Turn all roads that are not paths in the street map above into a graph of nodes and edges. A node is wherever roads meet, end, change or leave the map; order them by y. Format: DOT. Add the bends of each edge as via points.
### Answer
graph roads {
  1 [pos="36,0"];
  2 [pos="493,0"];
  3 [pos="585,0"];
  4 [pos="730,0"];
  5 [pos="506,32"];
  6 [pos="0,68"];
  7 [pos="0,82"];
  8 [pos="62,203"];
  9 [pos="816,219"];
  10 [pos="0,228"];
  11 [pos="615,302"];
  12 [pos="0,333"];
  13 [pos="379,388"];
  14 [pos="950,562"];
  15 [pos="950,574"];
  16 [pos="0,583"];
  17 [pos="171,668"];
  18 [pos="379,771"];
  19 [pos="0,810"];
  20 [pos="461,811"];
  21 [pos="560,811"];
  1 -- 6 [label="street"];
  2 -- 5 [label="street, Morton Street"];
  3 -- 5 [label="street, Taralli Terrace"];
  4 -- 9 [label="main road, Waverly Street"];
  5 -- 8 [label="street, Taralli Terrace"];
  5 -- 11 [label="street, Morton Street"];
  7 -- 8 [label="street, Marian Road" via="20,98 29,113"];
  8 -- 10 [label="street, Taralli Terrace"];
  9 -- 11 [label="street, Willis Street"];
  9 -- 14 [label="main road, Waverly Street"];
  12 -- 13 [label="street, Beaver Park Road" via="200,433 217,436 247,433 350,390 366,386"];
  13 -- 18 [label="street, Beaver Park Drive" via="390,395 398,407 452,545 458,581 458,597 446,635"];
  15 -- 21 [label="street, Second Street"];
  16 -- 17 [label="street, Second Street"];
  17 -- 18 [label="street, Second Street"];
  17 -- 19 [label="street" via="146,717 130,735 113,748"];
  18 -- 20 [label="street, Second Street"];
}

****

What the task requires | Write out the material above exactly, leaving out no line.

Output for this task |
Turn all roads that are not paths in the street map above into a graph of nodes and edges. A node is wherever roads meet, end, change or leave the map; order them by y. Format: DOT. Add the bends of each edge as via points.
### Answer
graph roads {
  1 [pos="36,0"];
  2 [pos="493,0"];
  3 [pos="585,0"];
  4 [pos="730,0"];
  5 [pos="506,32"];
  6 [pos="0,68"];
  7 [pos="0,82"];
  8 [pos="62,203"];
  9 [pos="816,219"];
  10 [pos="0,228"];
  11 [pos="615,302"];
  12 [pos="0,333"];
  13 [pos="379,388"];
  14 [pos="950,562"];
  15 [pos="950,574"];
  16 [pos="0,583"];
  17 [pos="171,668"];
  18 [pos="379,771"];
  19 [pos="0,810"];
  20 [pos="461,811"];
  21 [pos="560,811"];
  1 -- 6 [label="street"];
  2 -- 5 [label="street, Morton Street"];
  3 -- 5 [label="street, Taralli Terrace"];
  4 -- 9 [label="main road, Waverly Street"];
  5 -- 8 [label="street, Taralli Terrace"];
  5 -- 11 [label="street, Morton Street"];
  7 -- 8 [label="street, Marian Road" via="20,98 29,113"];
  8 -- 10 [label="street, Taralli Terrace"];
  9 -- 11 [label="street, Willis Street"];
  9 -- 14 [label="main road, Waverly Street"];
  12 -- 13 [label="street, Beaver Park Road" via="200,433 217,436 247,433 350,390 366,386"];
  13 -- 18 [label="street, Beaver Park Drive" via="390,395 398,407 452,545 458,581 458,597 446,635"];
  15 -- 21 [label="street, Second Street"];
  16 -- 17 [label="street, Second Street"];
  17 -- 18 [label="street, Second Street"];
  17 -- 19 [label="street" via="146,717 130,735 113,748"];
  18 -- 20 [label="street, Second Street"];
}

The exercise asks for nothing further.